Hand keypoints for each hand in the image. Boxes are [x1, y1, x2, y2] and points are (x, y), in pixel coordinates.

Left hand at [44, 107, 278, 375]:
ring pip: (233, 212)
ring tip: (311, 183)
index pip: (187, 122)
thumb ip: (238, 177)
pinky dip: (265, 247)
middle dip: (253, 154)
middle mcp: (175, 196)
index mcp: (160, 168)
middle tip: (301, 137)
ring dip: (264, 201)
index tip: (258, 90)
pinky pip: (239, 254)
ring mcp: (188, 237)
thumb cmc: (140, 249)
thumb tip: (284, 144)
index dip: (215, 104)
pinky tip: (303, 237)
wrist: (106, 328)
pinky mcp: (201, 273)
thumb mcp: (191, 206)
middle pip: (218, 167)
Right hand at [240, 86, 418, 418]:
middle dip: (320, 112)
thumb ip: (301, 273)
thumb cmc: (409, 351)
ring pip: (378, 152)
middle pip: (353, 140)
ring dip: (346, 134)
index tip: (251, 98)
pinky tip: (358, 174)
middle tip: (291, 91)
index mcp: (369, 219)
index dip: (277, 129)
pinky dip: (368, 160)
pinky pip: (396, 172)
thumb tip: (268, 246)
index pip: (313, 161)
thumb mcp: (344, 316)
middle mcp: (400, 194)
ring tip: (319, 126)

+ + + +

Task instructions:
In full and without alteration, write out the data above.

Answer to this exercise:
Hand keypoints for each hand in the image. Boxes are [x1, y1, x2, y2] and points are (x, y), in pixel coordinates.

Left hand at [44, 107, 278, 375]:
ring pip: (233, 212)
ring tip: (311, 183)
index pip: (187, 122)
thumb ip: (238, 177)
pinky dip: (265, 247)
middle dip: (253, 154)
middle mcp: (175, 196)
index mcp: (160, 168)
middle tip: (301, 137)
ring dip: (264, 201)
index tip: (258, 90)
pinky pip: (239, 254)
ring mcp: (188, 237)
thumb cmc: (140, 249)
thumb tip: (284, 144)
index dip: (215, 104)
pinky tip: (303, 237)
wrist: (106, 328)
pinky mcp: (201, 273)
thumb mcp: (191, 206)
middle pip: (218, 167)
Right hand at [240, 86, 418, 418]:
middle dip: (320, 112)
thumb ip: (301, 273)
thumb cmc: (409, 351)
ring pip: (378, 152)
middle pip: (353, 140)
ring dip: (346, 134)
index tip: (251, 98)
pinky tip: (358, 174)
middle tip: (291, 91)
index mcp: (369, 219)
index dip: (277, 129)
pinky dip: (368, 160)
pinky pip: (396, 172)
thumb tip: (268, 246)
index pip: (313, 161)
thumb mcp: (344, 316)
middle mcp: (400, 194)
ring tip: (319, 126)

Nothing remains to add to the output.